16. The private is employed so as to focus or shine a light into obscure regions, not so as to make them more numerous.

17. Regarding literature though, that obscure region—it’s no more than a drop of water compared to the Pacific Ocean of unadulterated obscurities that make up my life. And, talking about my life—it, too, is terribly murky. I sense somehow that there’s something suspect in saying “my life.” I keep the word life under extremely high surveillance, as a doubtful concept. My sixth sense warns me that it’s a big word. One of those big words on which one constructs the kind of dam that bursts on the River K. What makes me say that my life seems suspect to me? The fact that my in my life means something different than my in, for example, my shoe. It’s got a different tone. If I write, I lost my shoe, the shoe’s the object I lost. If I write, I lost my life, I can’t simply think of my life as an object. Who’s ever bequeathed his life to anybody in his last will and testament?

18. When I was small, I copied out whole books or whole excerpts of books that I sent to my friend. I could have sent her the books, but I sent her copies, written out by hand, of books I loved. If I’d sent her the books, I would have been sending her literature. Such was not my intention. My intent was to tell her that I loved her by sending her, copied out by hand, books or excerpts of books that I loved. By sending her those copies I sent her the literal.

19. Extremely important, in my eyes, the literal. I take the word literally, that is to say, à la lettre. By definition, the literal can only relate to what comes strictly under language, oral or written, regardless of what is the truth-value of the statement.
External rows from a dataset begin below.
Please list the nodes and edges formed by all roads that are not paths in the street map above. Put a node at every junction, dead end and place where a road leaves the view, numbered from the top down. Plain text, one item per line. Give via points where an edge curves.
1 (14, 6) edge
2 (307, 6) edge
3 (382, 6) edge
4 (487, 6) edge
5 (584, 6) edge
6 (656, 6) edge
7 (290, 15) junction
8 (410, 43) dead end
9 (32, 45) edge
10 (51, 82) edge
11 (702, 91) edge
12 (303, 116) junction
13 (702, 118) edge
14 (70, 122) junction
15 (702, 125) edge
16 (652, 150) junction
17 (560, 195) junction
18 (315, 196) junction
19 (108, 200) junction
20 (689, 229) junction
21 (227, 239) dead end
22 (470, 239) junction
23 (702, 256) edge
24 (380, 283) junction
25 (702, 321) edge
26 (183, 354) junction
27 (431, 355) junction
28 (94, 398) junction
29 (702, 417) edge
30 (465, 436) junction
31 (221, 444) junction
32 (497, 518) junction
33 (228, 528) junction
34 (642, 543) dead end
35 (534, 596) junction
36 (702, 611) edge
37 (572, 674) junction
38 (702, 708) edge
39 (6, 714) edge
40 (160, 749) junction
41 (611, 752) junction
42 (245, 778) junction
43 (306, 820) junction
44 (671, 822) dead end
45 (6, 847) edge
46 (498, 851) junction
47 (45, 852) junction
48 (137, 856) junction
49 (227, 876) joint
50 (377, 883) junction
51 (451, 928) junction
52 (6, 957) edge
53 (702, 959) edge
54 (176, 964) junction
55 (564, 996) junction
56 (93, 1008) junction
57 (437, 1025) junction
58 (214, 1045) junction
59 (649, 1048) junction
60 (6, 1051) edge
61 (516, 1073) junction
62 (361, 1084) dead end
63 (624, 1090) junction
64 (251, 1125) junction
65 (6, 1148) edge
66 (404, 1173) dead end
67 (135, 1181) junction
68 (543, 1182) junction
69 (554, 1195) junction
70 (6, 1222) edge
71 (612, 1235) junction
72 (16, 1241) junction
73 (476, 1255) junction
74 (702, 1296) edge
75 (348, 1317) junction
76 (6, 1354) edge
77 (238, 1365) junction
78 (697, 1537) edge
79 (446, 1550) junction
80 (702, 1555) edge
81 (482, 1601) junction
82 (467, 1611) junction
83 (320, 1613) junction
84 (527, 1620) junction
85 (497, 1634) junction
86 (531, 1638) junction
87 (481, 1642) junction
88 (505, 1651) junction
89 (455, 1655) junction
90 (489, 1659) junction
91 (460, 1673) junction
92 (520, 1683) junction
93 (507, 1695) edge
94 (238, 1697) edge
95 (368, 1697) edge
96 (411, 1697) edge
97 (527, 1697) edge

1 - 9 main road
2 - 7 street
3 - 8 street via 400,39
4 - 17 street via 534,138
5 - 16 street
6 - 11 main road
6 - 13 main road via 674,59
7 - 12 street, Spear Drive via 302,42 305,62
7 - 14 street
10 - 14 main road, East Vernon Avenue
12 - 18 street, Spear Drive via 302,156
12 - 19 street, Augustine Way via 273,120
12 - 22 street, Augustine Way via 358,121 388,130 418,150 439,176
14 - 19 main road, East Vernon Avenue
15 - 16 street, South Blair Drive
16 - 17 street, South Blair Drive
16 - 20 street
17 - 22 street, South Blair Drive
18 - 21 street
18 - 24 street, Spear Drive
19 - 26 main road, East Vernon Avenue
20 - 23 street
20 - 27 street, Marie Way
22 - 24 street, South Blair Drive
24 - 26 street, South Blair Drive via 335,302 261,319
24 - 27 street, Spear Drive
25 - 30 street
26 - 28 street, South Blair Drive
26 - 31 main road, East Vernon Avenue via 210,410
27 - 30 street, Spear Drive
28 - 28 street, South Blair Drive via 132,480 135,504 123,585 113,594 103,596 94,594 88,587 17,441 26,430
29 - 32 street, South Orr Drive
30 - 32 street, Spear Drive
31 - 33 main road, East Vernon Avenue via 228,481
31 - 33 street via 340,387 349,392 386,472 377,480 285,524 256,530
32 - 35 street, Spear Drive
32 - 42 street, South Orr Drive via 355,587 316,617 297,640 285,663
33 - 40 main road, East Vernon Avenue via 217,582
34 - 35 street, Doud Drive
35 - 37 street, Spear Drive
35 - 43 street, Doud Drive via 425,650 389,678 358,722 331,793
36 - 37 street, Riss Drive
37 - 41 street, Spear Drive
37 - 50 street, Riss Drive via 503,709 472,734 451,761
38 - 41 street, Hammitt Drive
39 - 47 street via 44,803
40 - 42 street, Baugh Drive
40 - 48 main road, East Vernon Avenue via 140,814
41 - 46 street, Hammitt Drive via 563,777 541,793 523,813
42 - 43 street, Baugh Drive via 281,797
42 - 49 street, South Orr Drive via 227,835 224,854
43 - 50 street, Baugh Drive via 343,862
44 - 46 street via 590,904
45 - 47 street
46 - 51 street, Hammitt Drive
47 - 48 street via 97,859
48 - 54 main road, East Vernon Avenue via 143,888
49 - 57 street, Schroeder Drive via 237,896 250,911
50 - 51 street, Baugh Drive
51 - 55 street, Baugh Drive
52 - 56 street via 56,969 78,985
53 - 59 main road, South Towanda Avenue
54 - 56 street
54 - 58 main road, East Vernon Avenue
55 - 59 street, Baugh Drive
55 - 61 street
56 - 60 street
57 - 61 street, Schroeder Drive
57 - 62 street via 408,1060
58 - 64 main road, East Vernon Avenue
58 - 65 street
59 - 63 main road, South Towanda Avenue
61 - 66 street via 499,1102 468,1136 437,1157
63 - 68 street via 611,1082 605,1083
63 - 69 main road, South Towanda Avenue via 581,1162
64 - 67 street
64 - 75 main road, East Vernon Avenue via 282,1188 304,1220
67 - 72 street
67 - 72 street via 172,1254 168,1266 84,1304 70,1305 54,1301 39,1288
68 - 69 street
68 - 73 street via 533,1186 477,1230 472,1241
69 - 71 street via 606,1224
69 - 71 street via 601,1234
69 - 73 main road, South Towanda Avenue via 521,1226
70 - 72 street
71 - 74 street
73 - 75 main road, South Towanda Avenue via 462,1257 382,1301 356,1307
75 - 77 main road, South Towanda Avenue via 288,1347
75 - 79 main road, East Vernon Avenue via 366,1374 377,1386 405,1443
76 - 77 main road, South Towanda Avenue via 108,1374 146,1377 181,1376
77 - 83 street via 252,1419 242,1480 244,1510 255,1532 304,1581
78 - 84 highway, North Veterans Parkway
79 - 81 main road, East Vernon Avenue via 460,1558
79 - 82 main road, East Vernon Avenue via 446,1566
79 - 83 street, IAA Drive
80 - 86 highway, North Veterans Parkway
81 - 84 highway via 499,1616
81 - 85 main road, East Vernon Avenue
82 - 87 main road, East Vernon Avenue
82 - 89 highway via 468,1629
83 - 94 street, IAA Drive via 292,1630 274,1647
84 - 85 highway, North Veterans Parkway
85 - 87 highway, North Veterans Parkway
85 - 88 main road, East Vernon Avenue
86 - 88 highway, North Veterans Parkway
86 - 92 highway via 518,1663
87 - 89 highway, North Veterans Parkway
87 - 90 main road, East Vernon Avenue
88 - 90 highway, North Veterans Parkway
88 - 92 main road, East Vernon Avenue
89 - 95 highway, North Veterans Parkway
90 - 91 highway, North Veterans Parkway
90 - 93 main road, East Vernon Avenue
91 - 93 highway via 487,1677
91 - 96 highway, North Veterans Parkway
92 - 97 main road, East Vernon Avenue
Which excludes propositions like “Édouard was literally mad” or “That literally happened to me.” Literally there means something like really.
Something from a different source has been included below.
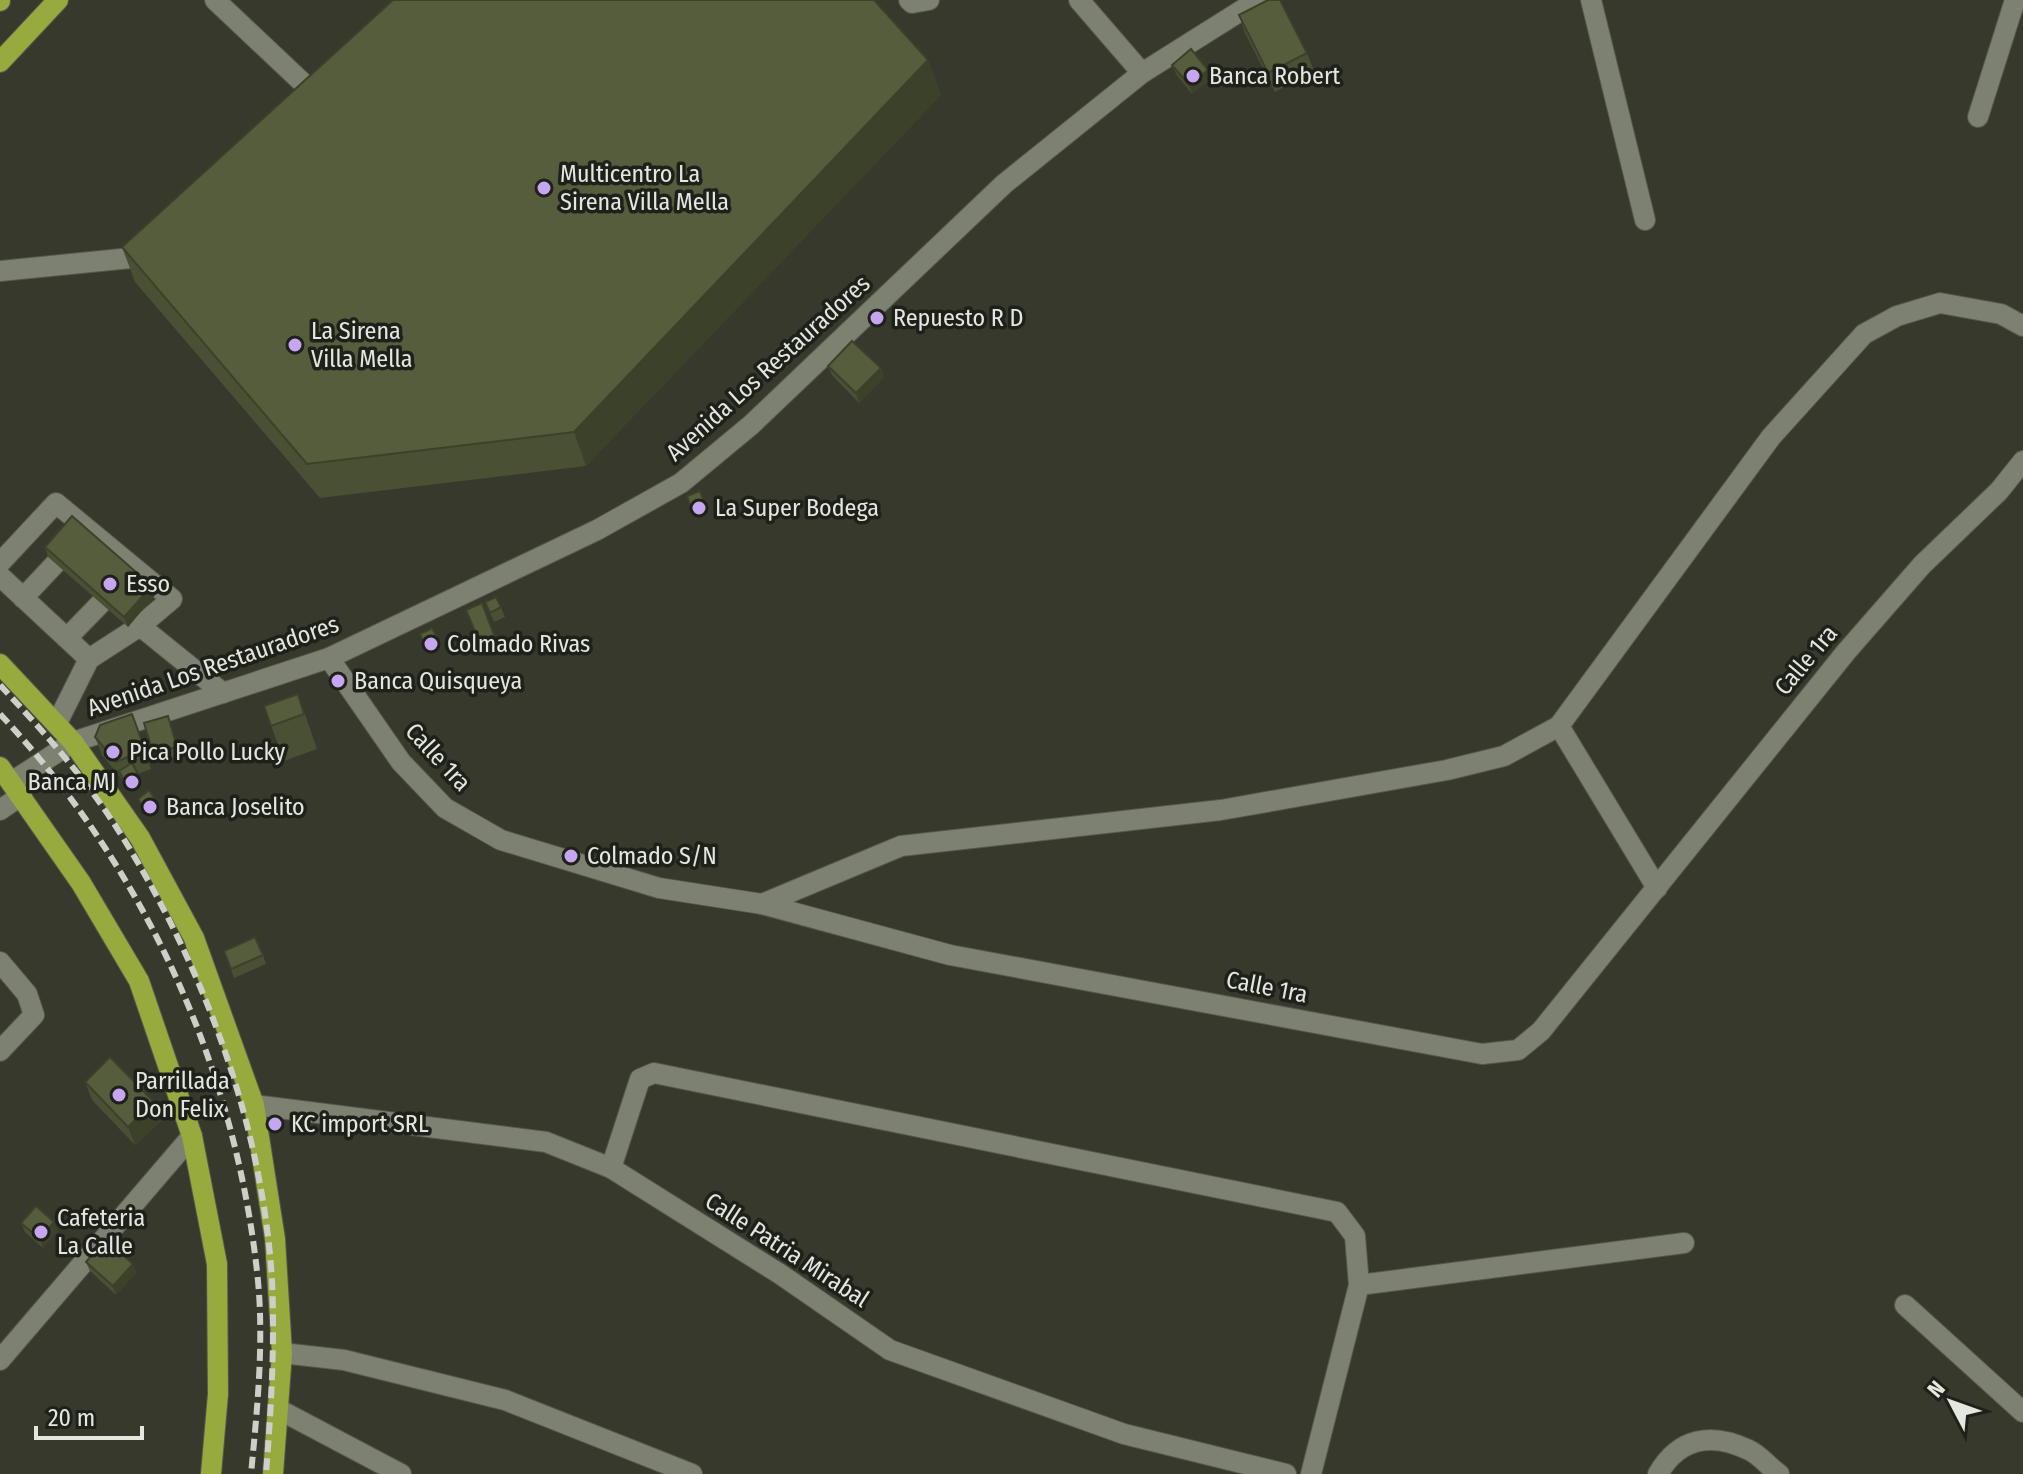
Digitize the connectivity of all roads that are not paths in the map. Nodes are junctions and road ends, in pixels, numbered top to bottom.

20. It follows that if one talks of the literal, it can only relate to a proposal already made, either orally or in writing. In other words, there can only be question of the literal on the occasion of a proposal’s repetition, at an instance of deafness, or querying, or uncertainty. At a murky instance. Or with a playful intent. Children play at repeating things.
   Example. Olivier says to Emmanuel: Pascalle’s dress is red. Emmanuel, who’s misheard, or who’s not sure he’s grasped what Olivier said or who’s surprised because he’s seen that Pascalle’s dress is green, turns toward Pierre who repeats what Olivier said: that Pascalle’s dress is red.
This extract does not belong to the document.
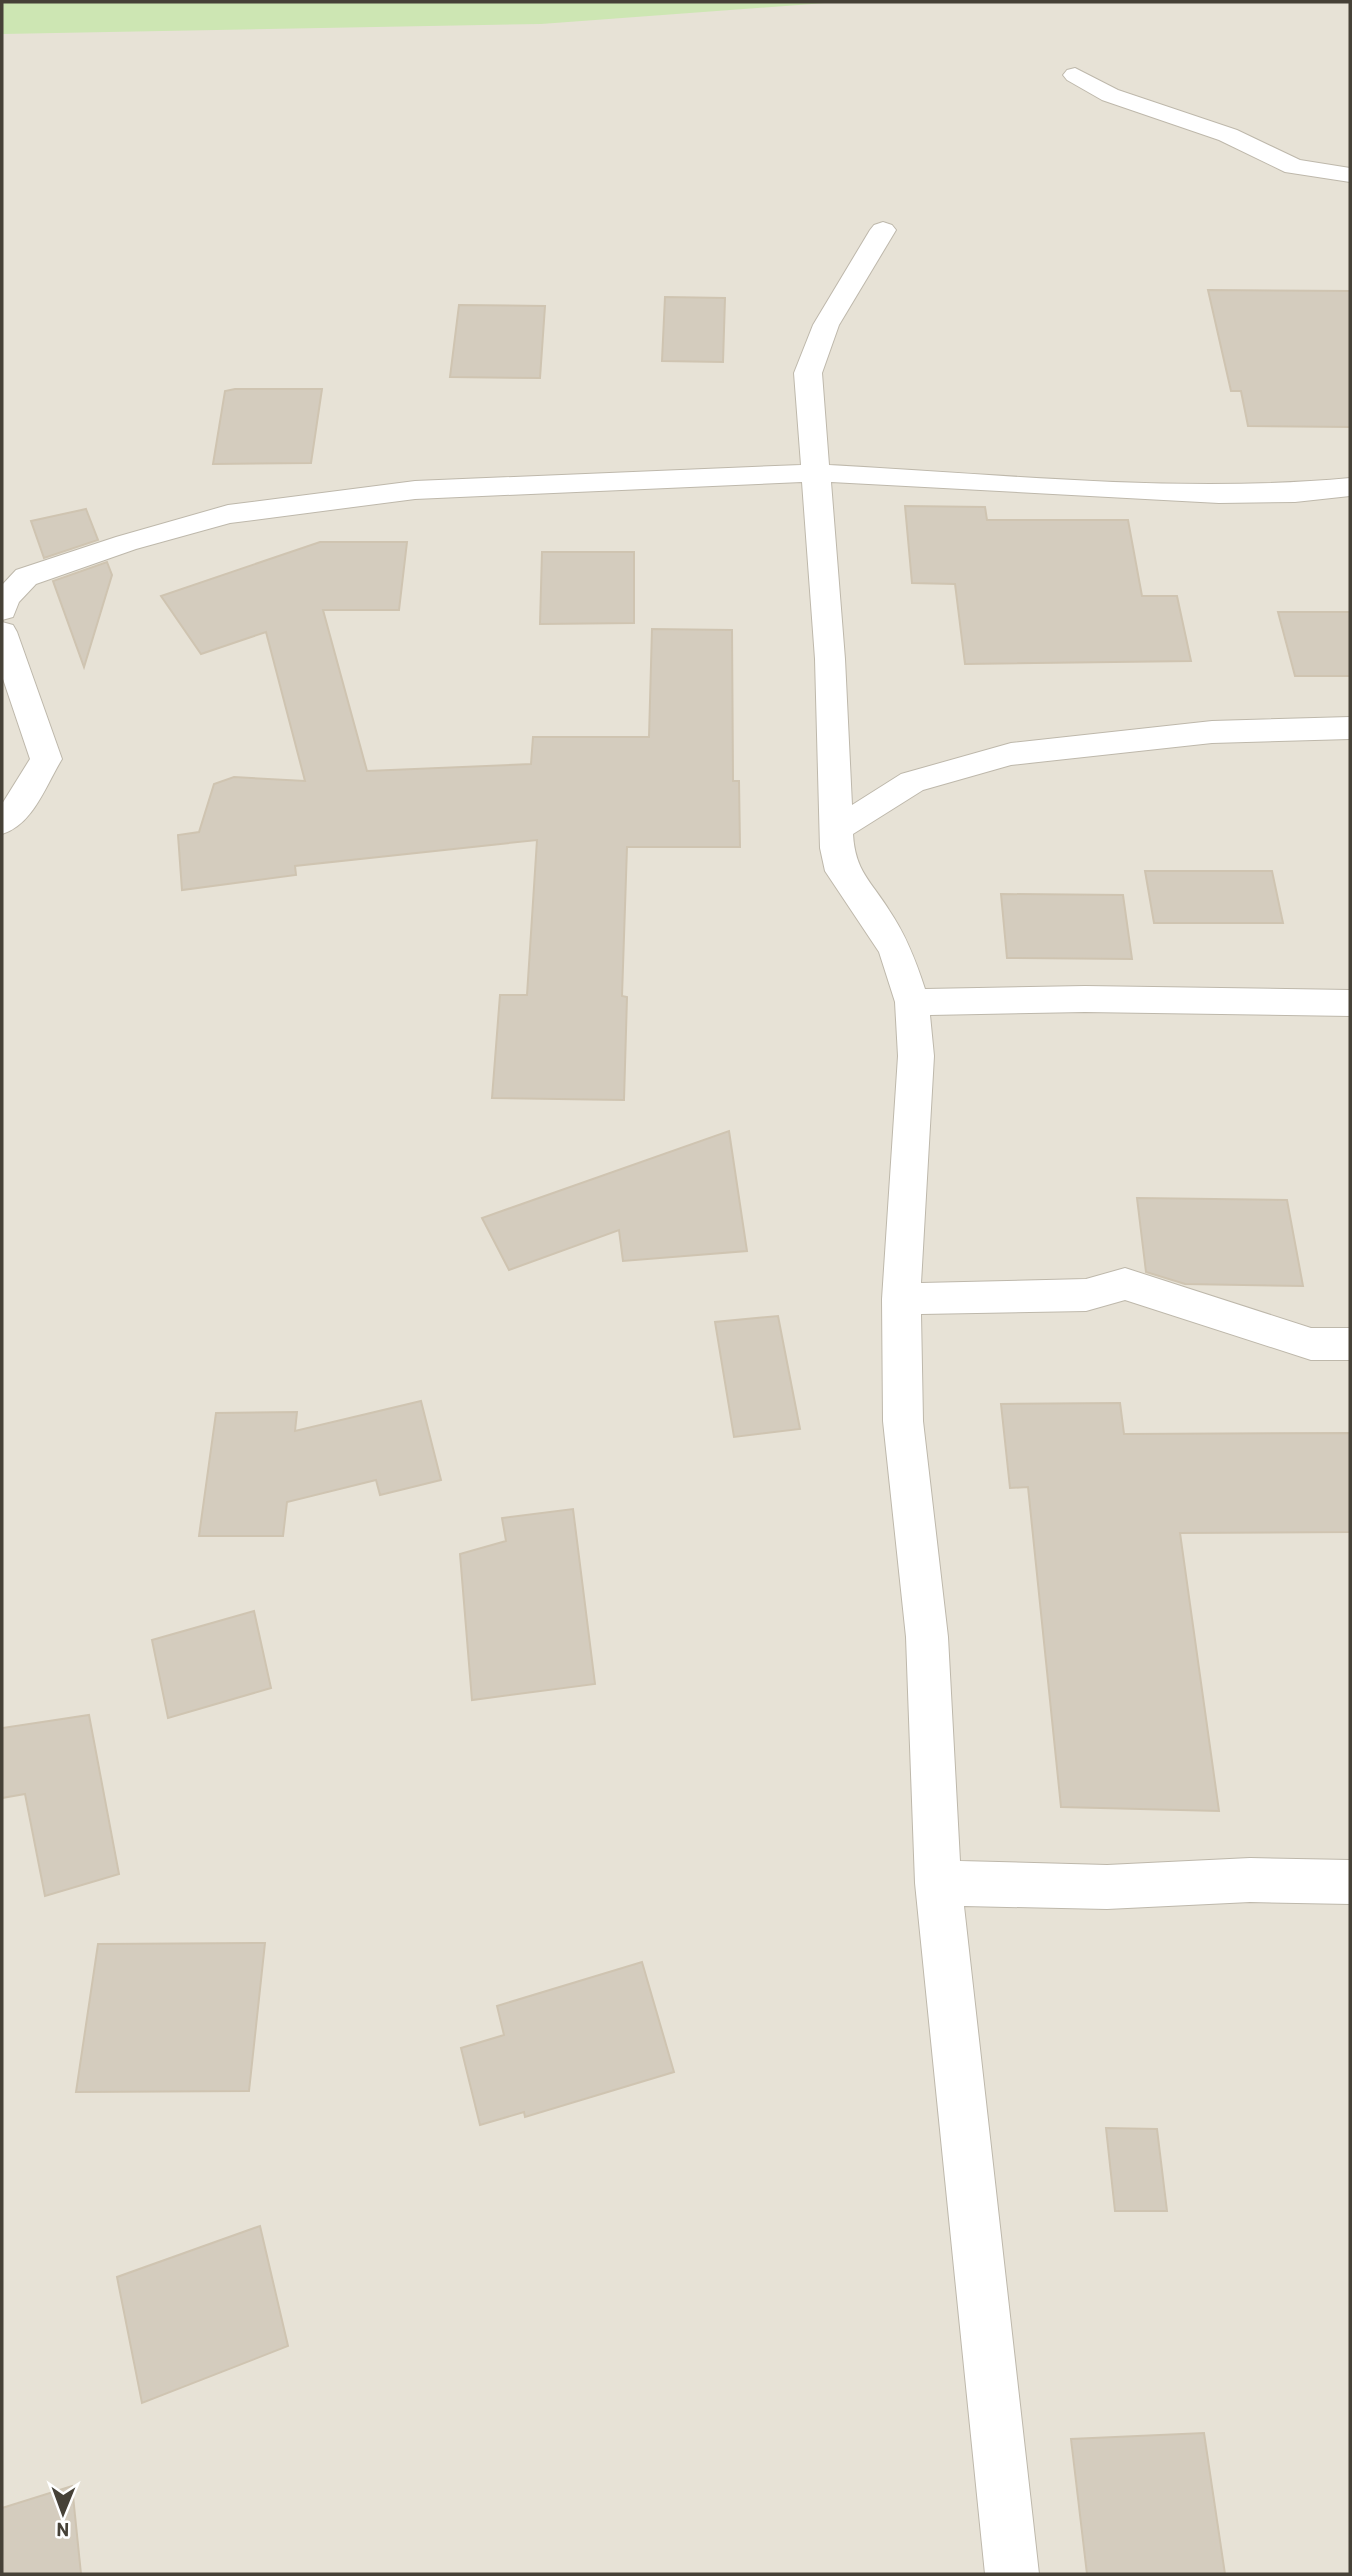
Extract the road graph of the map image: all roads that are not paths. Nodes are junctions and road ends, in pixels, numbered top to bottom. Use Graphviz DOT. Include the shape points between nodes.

Here we have a particular type of representation. Not the representation of a firsthand observation on the actual color of Pascalle’s dress, but the re-presentation of the statement of the observation in question. No matter that Pascalle’s dress (that of the first proposal: Pascalle’s dress is red) is actually red. What counts is that the second proposal, Pascalle’s dress is red, is, literally, the same as the first. It’s this sort of tautology that produces the literal. And as = is impossible, Pascalle’s dress is red says something other than Pascalle’s dress is red. Is everything clear?

21. What I write appertains to this discrepancy.